What’s in the fabric
Äktiiv’s Proterra fabric combines 42 percent petroleum-free nylon from castor beans or corn. Forty percent comes from a nylon 6,6 strain that biodegrades faster than traditional nylon. The final 18 percent is Roica V550 yarn, the only Cradle to Cradle Gold elastane.
All of Äktiiv’s yarns are OEKO-TEX 100 certified for “baby-safe” toxicity limits. Äktiiv tests the finished fabric, a step that other brands skip, according to Gobet. The company advertises clothes free of bisphenol A, per- and polyfluoroalkyl “forever chemicals,” azo dyes, phthalates or formaldehyde.
The tradeoffs
Äktiiv’s solution isn’t perfect: One yarn is fossil-fuel-free but doesn’t biodegrade. The other two may degrade quickly in landfills or oceans but are petroleum-based.

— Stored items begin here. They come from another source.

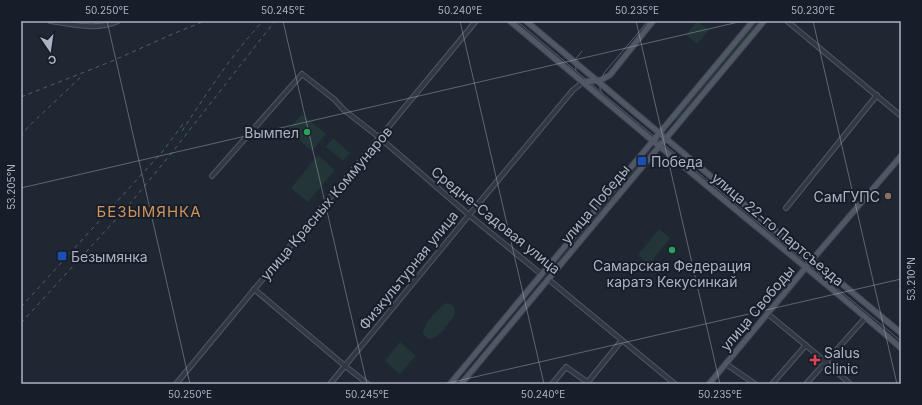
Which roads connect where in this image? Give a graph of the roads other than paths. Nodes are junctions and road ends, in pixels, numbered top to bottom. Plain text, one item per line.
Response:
1 (50, 21) edge
2 (118, 21) edge
3 (476, 21) edge
4 (510, 21) edge
5 (526, 21) edge
6 (653, 21) edge
7 (752, 21) edge
8 (764, 21) edge
9 (787, 21) edge
10 (56, 22) edge
11 (596, 80) junction
12 (583, 82) junction
13 (877, 96) junction
14 (674, 116) junction
15 (901, 116) edge
16 (680, 120) junction
17 (659, 133) junction
18 (380, 138) junction
19 (665, 138) junction
20 (653, 141) junction
21 (659, 146) junction
22 (901, 156) edge
23 (639, 157) junction
24 (646, 162) junction
25 (212, 176) dead end
26 (786, 208) dead end
27 (468, 215) junction
28 (812, 260) junction
29 (806, 268) junction
30 (541, 274) junction
31 (548, 279) junction
32 (254, 289) junction
33 (768, 314) junction
34 (866, 317) junction
35 (901, 333) edge
36 (622, 340) junction
37 (806, 345) junction
38 (901, 348) edge
39 (826, 362) junction
40 (726, 364) junction
41 (345, 366) junction
42 (589, 383) edge
43 (176, 384) edge
44 (330, 384) edge
45 (368, 384) edge
46 (450, 384) edge
47 (461, 384) edge
48 (552, 384) edge
49 (675, 384) edge
50 (709, 384) edge
51 (755, 384) edge
52 (772, 384) edge
53 (806, 384) edge
54 (850, 384) edge

1 - 10 street
2 - 10 street
3 - 18 street, улица Красных Коммунаров
4 - 12 main road, улица 22-го Партсъезда
5 - 11 main road, улица 22-го Партсъезда
6 - 11 main road
7 - 14 main road, улица Победы
8 - 16 main road, улица Победы
9 - 13 street
11 - 12 main road
11 - 17 main road, улица 22-го Партсъезда
12 - 20 main road, улица 22-го Партсъезда
12 - 27 street, Физкультурная улица
13 - 15 street
13 - 26 street
14 - 16 main road
14 - 17 main road, улица Победы
16 - 19 main road, улица Победы
17 - 19 main road, улица 22-го Партсъезда
17 - 20 main road, улица Победы
18 - 25 street, Средне-Садовая улица
18 - 27 street, Средне-Садовая улица
18 - 32 street, улица Красных Коммунаров
19 - 21 main road, улица Победы
19 - 28 main road, улица 22-го Партсъезда
20 - 21 main road, улица 22-го Партсъезда
20 - 23 main road, улица Победы
21 - 24 main road, улица Победы
21 - 29 main road, улица 22-го Партсъезда
22 - 28 main road, улица Свободы
23 - 24 main road
23 - 30 main road, улица Победы
24 - 31 main road, улица Победы
27 - 30 street, Средне-Садовая улица
27 - 41 street, Физкультурная улица
28 - 29 main road, улица Свободы
28 - 35 main road, улица 22-го Партсъезда
29 - 33 main road, улица Свободы
29 - 34 main road, улица 22-го Партсъезда
30 - 31 main road, Средне-Садовая улица
30 - 46 main road, улица Победы
31 - 36 street, Средне-Садовая улица
31 - 47 main road, улица Победы
32 - 41 street
32 - 43 street, улица Красных Коммунаров
33 - 37 street
33 - 40 main road, улица Свободы
34 - 38 main road, улица 22-го Партсъезда
34 - 39 street
36 - 42 street
36 - 49 street, Средне-Садовая улица
37 - 39 street
37 - 52 street
39 - 53 street
39 - 54 street
40 - 50 main road, улица Свободы
40 - 51 street
41 - 44 street, Физкультурная улица
41 - 45 street
42 - 48 street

Gobet still dreams of finding a “holy grail” of biodegradable, plant-based activewear. “Both halves of the equation already exist,” he said.
Meanwhile, he is thinking about how to help the industry complete that calculation, possibly by sharing learnings or launching an industry collaboration.
Every alternative to regular elastane comes with trade-offs on performance, price, scalability and recyclability, according to Bonie Shupe, founder of Rewildist, a sustainable apparel consultancy in Colorado. “Transparency is essential as the industry transitions.”
Äktiiv faces a circularity dilemma, too: As yet, mainstream technologies can’t recycle textile blends such as Proterra, even as startups compete to change that.
Toxic matters
Äktiiv is seizing on increasingly popular consumer suspicions, based on recent science, that tight, plastic-fiber clothes hurt their health.
Studies show that skin can absorb certain plastics, but it’s unclear if that’s even harmful or if clothing is a culprit. Plastic in arteries is associated with a higher heart attack risk, but does plastic easily migrate into the bloodstream from the skin?
For Gobet, Äktiiv’s chemical-safety certifications provide a competitive advantage and peace of mind. “I’m still not comfortable putting untested synthetic fabrics on people’s skin for hours a day, during workouts when pores are open and sweat glands are active,” he said.
Gobet worries that mainstream brands selling synthetics will face new risks if future research confirms consumers’ fears. “If it turns out we were overly cautious? Great.”